··· DATA ···
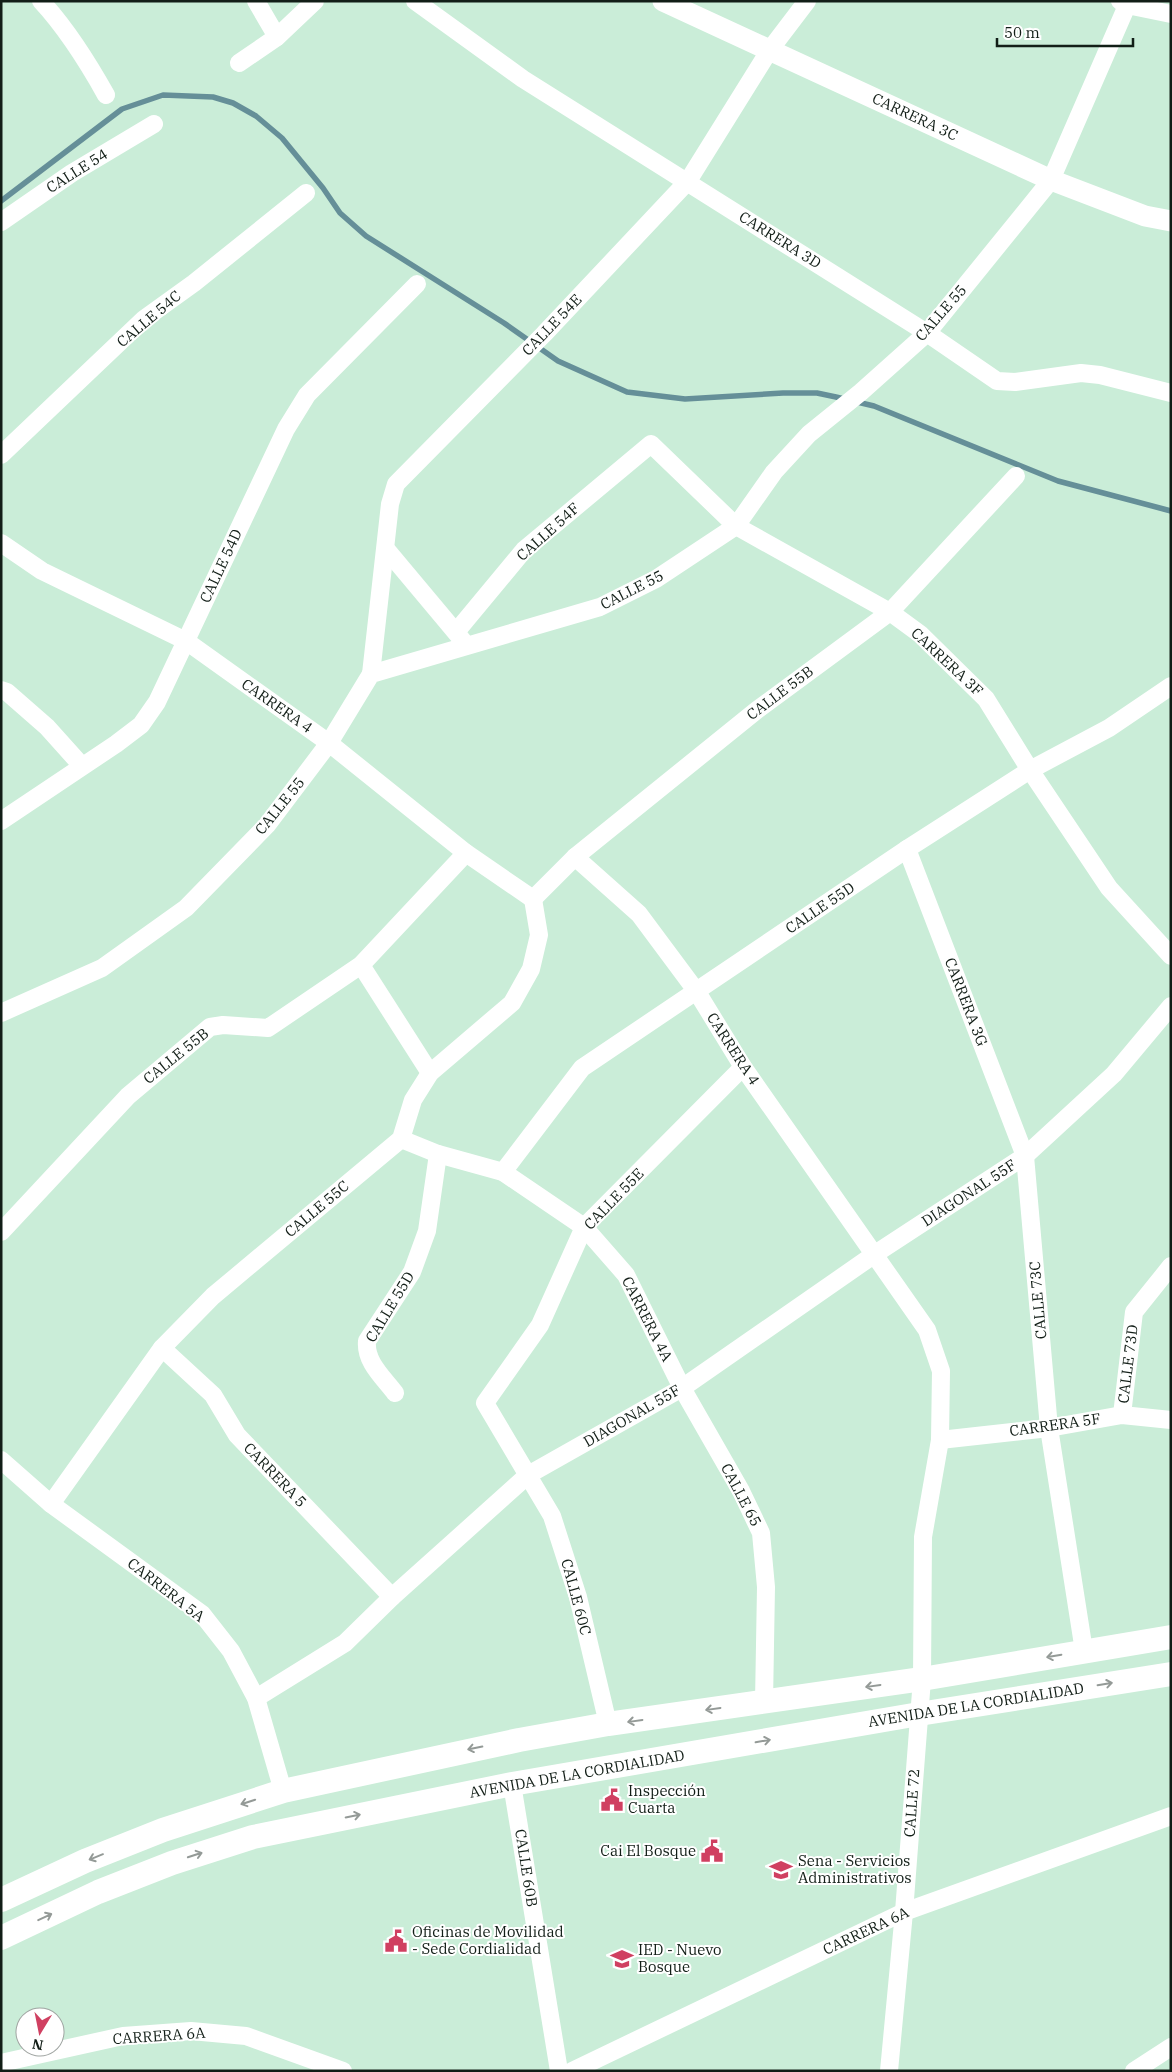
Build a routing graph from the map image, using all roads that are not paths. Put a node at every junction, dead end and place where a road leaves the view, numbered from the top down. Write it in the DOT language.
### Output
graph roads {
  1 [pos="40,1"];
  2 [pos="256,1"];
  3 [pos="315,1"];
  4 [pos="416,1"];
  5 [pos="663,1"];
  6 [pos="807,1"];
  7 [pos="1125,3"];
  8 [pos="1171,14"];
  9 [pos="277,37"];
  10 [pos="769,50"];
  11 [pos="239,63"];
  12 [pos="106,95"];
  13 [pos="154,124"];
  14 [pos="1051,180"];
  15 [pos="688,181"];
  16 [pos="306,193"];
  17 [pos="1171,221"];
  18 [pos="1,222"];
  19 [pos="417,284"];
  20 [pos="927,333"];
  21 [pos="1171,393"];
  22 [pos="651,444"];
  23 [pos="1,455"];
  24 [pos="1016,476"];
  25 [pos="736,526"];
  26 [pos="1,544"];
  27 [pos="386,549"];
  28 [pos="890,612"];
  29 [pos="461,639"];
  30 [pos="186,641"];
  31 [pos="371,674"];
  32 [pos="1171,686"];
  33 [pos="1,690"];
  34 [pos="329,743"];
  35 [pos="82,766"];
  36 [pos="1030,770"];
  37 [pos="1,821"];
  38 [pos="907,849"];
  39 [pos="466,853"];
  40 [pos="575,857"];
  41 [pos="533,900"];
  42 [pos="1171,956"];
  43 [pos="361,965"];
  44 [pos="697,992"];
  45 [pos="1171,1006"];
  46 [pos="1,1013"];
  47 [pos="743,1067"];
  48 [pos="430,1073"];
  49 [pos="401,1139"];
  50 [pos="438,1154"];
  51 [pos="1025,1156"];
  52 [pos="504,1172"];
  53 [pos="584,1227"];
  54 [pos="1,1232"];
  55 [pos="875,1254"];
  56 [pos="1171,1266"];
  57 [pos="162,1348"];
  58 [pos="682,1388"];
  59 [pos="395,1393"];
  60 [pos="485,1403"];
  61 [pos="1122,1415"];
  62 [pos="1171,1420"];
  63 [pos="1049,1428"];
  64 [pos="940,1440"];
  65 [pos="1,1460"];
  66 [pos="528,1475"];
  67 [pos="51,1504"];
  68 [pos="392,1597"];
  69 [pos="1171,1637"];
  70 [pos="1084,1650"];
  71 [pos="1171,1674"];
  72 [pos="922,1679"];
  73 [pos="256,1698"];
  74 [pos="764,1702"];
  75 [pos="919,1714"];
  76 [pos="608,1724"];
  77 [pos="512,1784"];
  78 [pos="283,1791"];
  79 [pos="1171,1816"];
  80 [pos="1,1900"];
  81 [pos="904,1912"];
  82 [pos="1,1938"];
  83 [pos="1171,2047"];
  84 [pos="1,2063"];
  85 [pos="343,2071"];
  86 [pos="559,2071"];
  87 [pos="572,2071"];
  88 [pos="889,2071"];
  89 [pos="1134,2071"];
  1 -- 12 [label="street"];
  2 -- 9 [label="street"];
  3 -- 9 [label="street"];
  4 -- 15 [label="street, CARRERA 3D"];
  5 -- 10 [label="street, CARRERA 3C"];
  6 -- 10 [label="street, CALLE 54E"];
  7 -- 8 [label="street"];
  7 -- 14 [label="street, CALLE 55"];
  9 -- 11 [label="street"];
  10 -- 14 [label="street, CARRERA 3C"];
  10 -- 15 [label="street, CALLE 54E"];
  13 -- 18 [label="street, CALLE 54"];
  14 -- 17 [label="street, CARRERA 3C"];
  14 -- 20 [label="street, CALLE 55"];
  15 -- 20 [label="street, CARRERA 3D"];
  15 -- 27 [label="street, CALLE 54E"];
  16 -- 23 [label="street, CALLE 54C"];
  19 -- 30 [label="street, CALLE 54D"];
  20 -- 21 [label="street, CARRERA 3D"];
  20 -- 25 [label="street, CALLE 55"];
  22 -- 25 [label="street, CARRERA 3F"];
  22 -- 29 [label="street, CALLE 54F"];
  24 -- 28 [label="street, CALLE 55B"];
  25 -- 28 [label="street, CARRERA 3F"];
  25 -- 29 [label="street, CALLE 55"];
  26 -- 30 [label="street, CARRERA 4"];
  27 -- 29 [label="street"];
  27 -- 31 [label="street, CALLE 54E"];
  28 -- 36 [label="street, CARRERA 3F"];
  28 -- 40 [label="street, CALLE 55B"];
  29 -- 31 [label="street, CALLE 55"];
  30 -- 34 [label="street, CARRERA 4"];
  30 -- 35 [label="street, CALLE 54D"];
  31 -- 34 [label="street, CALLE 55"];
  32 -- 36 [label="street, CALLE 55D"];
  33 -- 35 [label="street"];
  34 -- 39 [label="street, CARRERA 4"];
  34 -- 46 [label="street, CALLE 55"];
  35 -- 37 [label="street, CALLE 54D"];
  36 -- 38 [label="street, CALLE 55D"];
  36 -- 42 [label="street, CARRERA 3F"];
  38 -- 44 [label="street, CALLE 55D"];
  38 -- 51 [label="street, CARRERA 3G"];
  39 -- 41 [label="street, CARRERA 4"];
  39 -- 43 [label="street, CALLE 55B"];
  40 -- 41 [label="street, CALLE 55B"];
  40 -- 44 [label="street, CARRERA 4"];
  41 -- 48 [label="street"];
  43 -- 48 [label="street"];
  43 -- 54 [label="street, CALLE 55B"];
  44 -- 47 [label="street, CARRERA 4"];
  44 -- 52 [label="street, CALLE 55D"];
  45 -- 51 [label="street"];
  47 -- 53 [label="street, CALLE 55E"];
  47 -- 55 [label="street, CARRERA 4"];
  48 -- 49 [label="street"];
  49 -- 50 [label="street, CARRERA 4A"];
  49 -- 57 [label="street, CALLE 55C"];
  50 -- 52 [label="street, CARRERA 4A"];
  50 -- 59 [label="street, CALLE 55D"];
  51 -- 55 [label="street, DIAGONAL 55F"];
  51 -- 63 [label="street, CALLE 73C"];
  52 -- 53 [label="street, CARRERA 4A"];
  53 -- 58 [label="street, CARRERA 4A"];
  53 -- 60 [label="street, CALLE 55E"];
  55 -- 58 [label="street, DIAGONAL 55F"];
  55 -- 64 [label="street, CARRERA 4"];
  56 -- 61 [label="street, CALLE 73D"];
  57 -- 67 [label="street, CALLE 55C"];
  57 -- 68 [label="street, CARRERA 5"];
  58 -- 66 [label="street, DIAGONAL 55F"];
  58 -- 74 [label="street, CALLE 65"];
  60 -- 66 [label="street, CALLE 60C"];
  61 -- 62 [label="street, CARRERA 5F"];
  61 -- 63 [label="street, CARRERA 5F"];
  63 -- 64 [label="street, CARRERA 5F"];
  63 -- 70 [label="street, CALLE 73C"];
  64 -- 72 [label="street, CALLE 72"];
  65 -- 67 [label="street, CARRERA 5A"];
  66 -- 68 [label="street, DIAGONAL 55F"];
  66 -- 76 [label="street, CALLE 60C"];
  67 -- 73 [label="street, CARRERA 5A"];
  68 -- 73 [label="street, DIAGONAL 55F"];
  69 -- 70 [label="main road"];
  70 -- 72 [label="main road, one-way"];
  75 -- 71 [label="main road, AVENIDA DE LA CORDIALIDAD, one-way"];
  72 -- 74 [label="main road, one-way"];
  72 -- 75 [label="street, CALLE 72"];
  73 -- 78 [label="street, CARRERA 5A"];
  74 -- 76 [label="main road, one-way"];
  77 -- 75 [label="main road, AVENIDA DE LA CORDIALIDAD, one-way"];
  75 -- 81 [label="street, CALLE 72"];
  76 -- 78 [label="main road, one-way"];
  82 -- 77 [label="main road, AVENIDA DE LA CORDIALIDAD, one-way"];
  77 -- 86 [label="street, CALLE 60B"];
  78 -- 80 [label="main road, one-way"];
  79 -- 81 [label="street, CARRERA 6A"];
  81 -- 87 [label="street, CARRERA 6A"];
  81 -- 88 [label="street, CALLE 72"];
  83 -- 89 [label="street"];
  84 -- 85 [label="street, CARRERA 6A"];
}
···
WHAT NEEDS TO BE DONE = Look for the string "roads" in the entries above. Copy every line that has it.

RESPONSE BOX =
Build a routing graph from the map image, using all roads that are not paths. Put a node at every junction, dead end and place where a road leaves the view, numbered from the top down. Write it in the DOT language.
graph roads {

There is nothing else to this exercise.